Task directions |
Without reproducing any picture, copy the records word for word.
BEGIN
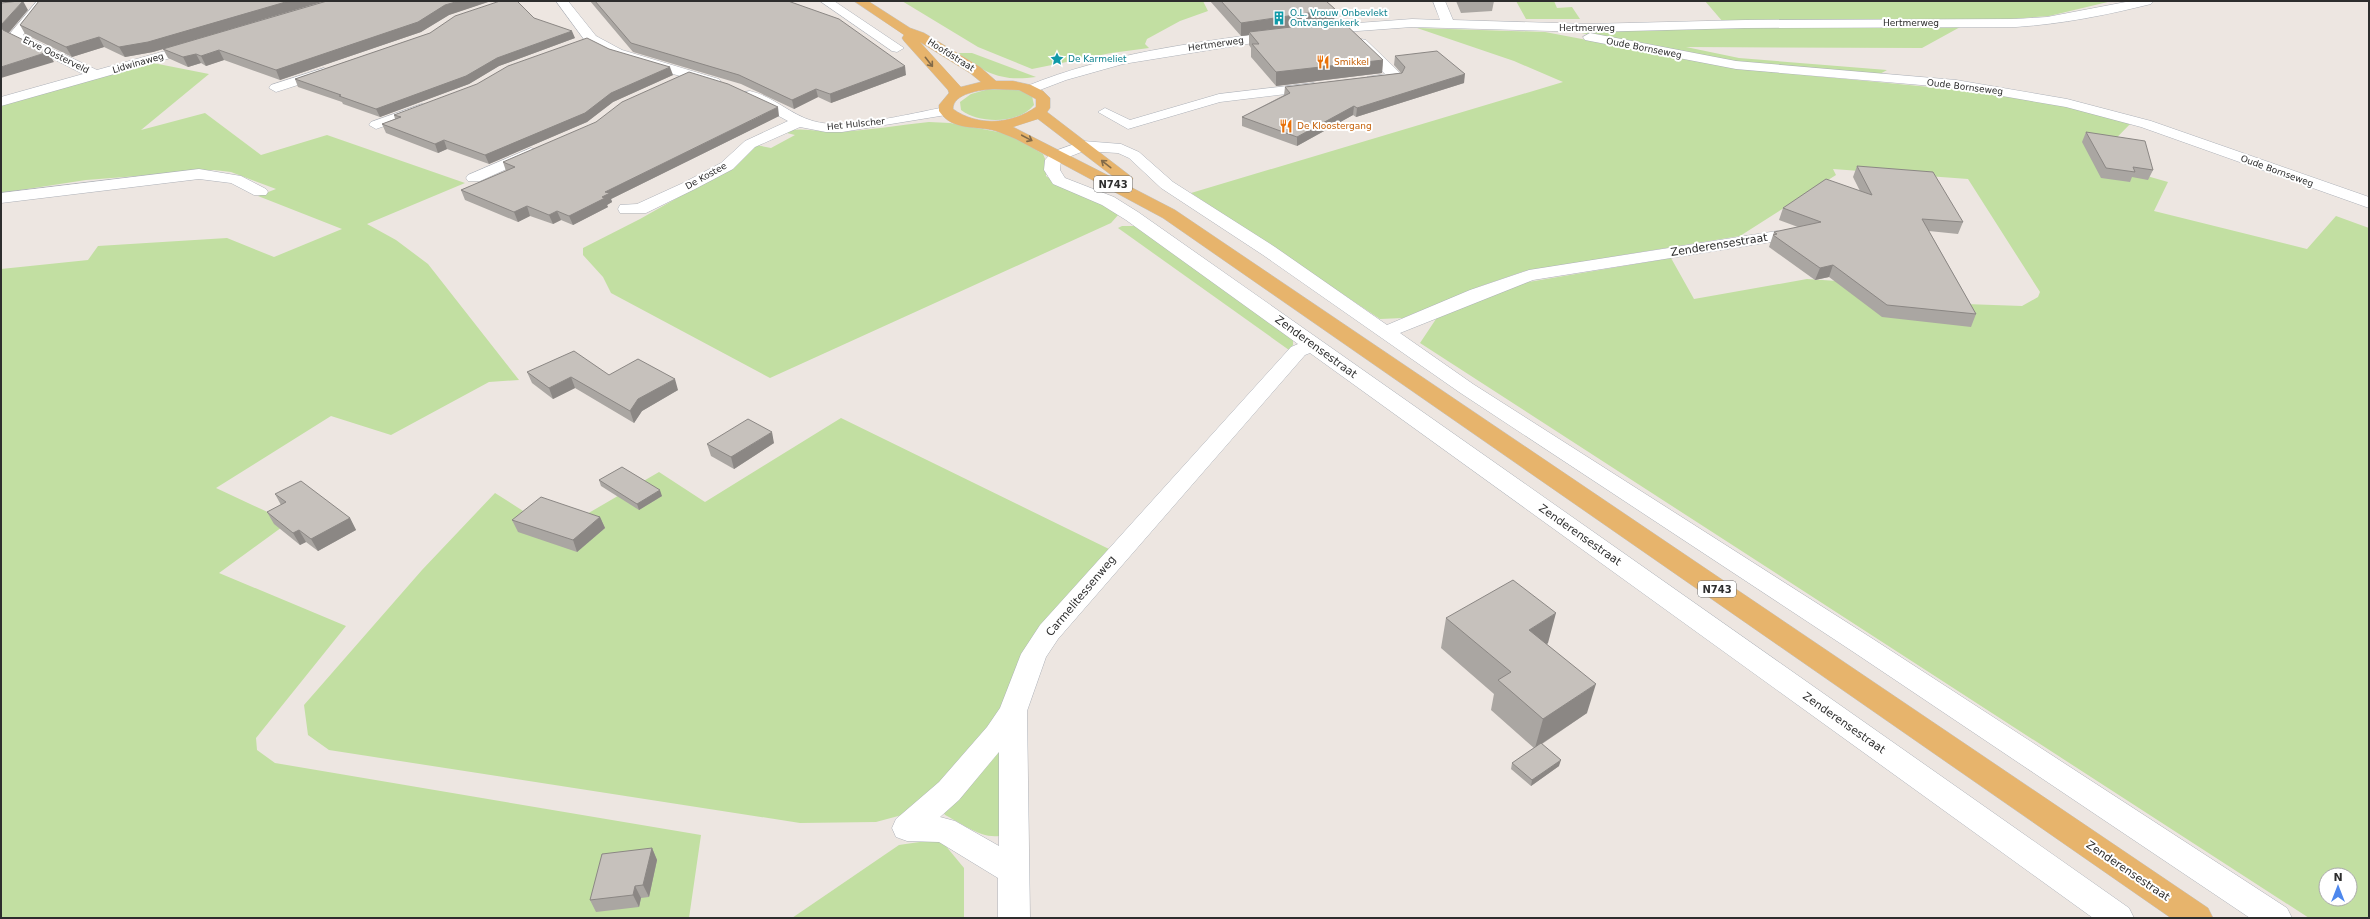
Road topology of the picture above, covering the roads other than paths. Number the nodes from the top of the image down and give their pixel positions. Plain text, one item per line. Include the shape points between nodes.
1 (562, 1) edge
2 (826, 1) edge
3 (860, 1) edge
4 (1439, 1) edge
5 (2147, 1) edge
6 (47, 2) edge
7 (22, 5) edge
8 (876, 11) junction
9 (849, 17) junction
10 (1448, 22) junction
11 (1345, 27) junction
12 (1548, 27) junction
13 (906, 31) junction
14 (1307, 31) edge
15 (1292, 33) edge
16 (15, 36) junction
17 (1, 38) edge
18 (591, 39) junction
19 (206, 43) edge
20 (577, 44) edge
21 (897, 48) dead end
22 (337, 67) edge
23 (96, 75) junction
24 (688, 75) junction
25 (1358, 82) edge
26 (668, 84) edge
27 (993, 85) junction
28 (1328, 85) edge
29 (276, 88) dead end
30 (1032, 89) junction
31 (956, 94) junction
32 (1, 102) edge
33 (433, 104) edge
34 (946, 111) junction
35 (1038, 112) junction
36 (1105, 112) dead end
37 (801, 121) junction
38 (376, 125) dead end
39 (995, 125) junction
40 (1083, 146) junction
41 (542, 149) edge
42 (1057, 155) junction
43 (474, 178) dead end
44 (260, 192) dead end
45 (1, 198) edge
46 (2369, 203) edge
47 (626, 209) dead end
48 (1169, 214) junction
49 (1777, 236) edge
50 (1386, 332) junction
51 (1312, 344) junction
52 (1014, 710) junction
53 (1014, 871) junction
54 (1014, 918) edge
55 (2118, 918) edge
56 (2197, 918) edge
57 (2276, 918) edge

1 - 18 street, Het Hulscher
2 - 9 street
3 - 8 main road, Hoofdstraat
4 - 10 street
5 - 12 street, Hertmerweg via 2094,13 2024,22
6 - 7 street
6 - 16 street, Erve Oosterveld
8 - 9 street
8 - 13 main road, Hoofdstraat
9 - 21 street
10 - 11 street, Hertmerweg
10 - 12 street, Hertmerweg
11 - 14 street, Hertmerweg
11 - 25 street via 1396,77
12 - 46 street, Oude Bornseweg via 1736,65 1956,84 2067,103 2146,124
13 - 27 main road, Hoofdstraat via 919,36 975,70
13 -> 31 main road, Hoofdstraat via 934,68 955,89
15 - 30 street, Hertmerweg via 1139,56 1080,71
16 - 17 street, Erve Oosterveld
16 - 23 street, Erve Oosterveld
18 - 20 street
18 - 24 street, Het Hulscher via 617,53
19 - 23 street, Lidwinaweg
22 - 29 street
23 - 32 street, Lidwinaweg
24 - 26 street
24 - 37 street, Het Hulscher via 732,88
27 - 30 main road
27 - 31 main road via 972,88
28 - 36 street via 1219,98 1128,125
30 - 35 main road via 1043,98 1043,108
31 - 34 main road via 946,105
33 - 38 street
34 - 37 street, Het Hulscher via 844,126 822,127
34 - 39 main road, N743 via 958,120
35 - 39 main road, N743 via 1020,121
35 - 40 main road, Zenderensestraat / N743
37 - 47 street, De Kostee via 750,144 727,166 689,186 640,209
39 -> 42 main road, Zenderensestraat / N743 via 1010,130
40 - 42 street
48 -> 40 main road, Zenderensestraat / N743
40 - 50 street via 1114,148 1134,155 1167,185 1269,251
41 - 43 street
42 - 48 main road, Zenderensestraat / N743
42 - 51 street, Zenderensestraat via 1053,160 1052,170 1059,181 1108,201 1132,216
44 - 45 street via 235,180 200,174
48 - 56 main road, Zenderensestraat / N743
49 - 50 street, Zenderensestraat via 1529,275 1458,301
50 - 57 street via 1466,388 1864,646
51 - 52 street, Carmelitessenweg via 1298,351 1049,632 1034,654
51 - 55 street, Zenderensestraat
52 - 53 street, Carmelitessenweg
52 - 53 street via 997,735 949,791 907,828 944,830
53 - 54 street, Carmelitessenweg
END
Response to the task |
Road topology of the picture above, covering the roads other than paths. Number the nodes from the top of the image down and give their pixel positions. Plain text, one item per line. Include the shape points between nodes.
1 (562, 1) edge
2 (826, 1) edge
3 (860, 1) edge
4 (1439, 1) edge
5 (2147, 1) edge
6 (47, 2) edge
7 (22, 5) edge
8 (876, 11) junction
9 (849, 17) junction
10 (1448, 22) junction
11 (1345, 27) junction
12 (1548, 27) junction
13 (906, 31) junction
14 (1307, 31) edge
15 (1292, 33) edge
16 (15, 36) junction
17 (1, 38) edge
18 (591, 39) junction
19 (206, 43) edge
20 (577, 44) edge
21 (897, 48) dead end
22 (337, 67) edge
23 (96, 75) junction
24 (688, 75) junction
25 (1358, 82) edge
26 (668, 84) edge
27 (993, 85) junction
28 (1328, 85) edge
29 (276, 88) dead end
30 (1032, 89) junction
31 (956, 94) junction
32 (1, 102) edge
33 (433, 104) edge
34 (946, 111) junction
35 (1038, 112) junction
36 (1105, 112) dead end
37 (801, 121) junction
38 (376, 125) dead end
39 (995, 125) junction
40 (1083, 146) junction
41 (542, 149) edge
42 (1057, 155) junction
43 (474, 178) dead end
44 (260, 192) dead end
45 (1, 198) edge
46 (2369, 203) edge
47 (626, 209) dead end
48 (1169, 214) junction
49 (1777, 236) edge
50 (1386, 332) junction
51 (1312, 344) junction
52 (1014, 710) junction
53 (1014, 871) junction
54 (1014, 918) edge
55 (2118, 918) edge
56 (2197, 918) edge
57 (2276, 918) edge

1 - 18 street, Het Hulscher
2 - 9 street
3 - 8 main road, Hoofdstraat
4 - 10 street
5 - 12 street, Hertmerweg via 2094,13 2024,22
6 - 7 street
6 - 16 street, Erve Oosterveld
8 - 9 street
8 - 13 main road, Hoofdstraat
9 - 21 street
10 - 11 street, Hertmerweg
10 - 12 street, Hertmerweg
11 - 14 street, Hertmerweg
11 - 25 street via 1396,77
12 - 46 street, Oude Bornseweg via 1736,65 1956,84 2067,103 2146,124
13 - 27 main road, Hoofdstraat via 919,36 975,70
13 -> 31 main road, Hoofdstraat via 934,68 955,89
15 - 30 street, Hertmerweg via 1139,56 1080,71
16 - 17 street, Erve Oosterveld
16 - 23 street, Erve Oosterveld
18 - 20 street
18 - 24 street, Het Hulscher via 617,53
19 - 23 street, Lidwinaweg
22 - 29 street
23 - 32 street, Lidwinaweg
24 - 26 street
24 - 37 street, Het Hulscher via 732,88
27 - 30 main road
27 - 31 main road via 972,88
28 - 36 street via 1219,98 1128,125
30 - 35 main road via 1043,98 1043,108
31 - 34 main road via 946,105
33 - 38 street
34 - 37 street, Het Hulscher via 844,126 822,127
34 - 39 main road, N743 via 958,120
35 - 39 main road, N743 via 1020,121
35 - 40 main road, Zenderensestraat / N743
37 - 47 street, De Kostee via 750,144 727,166 689,186 640,209
39 -> 42 main road, Zenderensestraat / N743 via 1010,130
40 - 42 street
48 -> 40 main road, Zenderensestraat / N743
40 - 50 street via 1114,148 1134,155 1167,185 1269,251
41 - 43 street
42 - 48 main road, Zenderensestraat / N743
42 - 51 street, Zenderensestraat via 1053,160 1052,170 1059,181 1108,201 1132,216
44 - 45 street via 235,180 200,174
48 - 56 main road, Zenderensestraat / N743
49 - 50 street, Zenderensestraat via 1529,275 1458,301
50 - 57 street via 1466,388 1864,646
51 - 52 street, Carmelitessenweg via 1298,351 1049,632 1034,654
51 - 55 street, Zenderensestraat
52 - 53 street, Carmelitessenweg
52 - 53 street via 997,735 949,791 907,828 944,830
53 - 54 street, Carmelitessenweg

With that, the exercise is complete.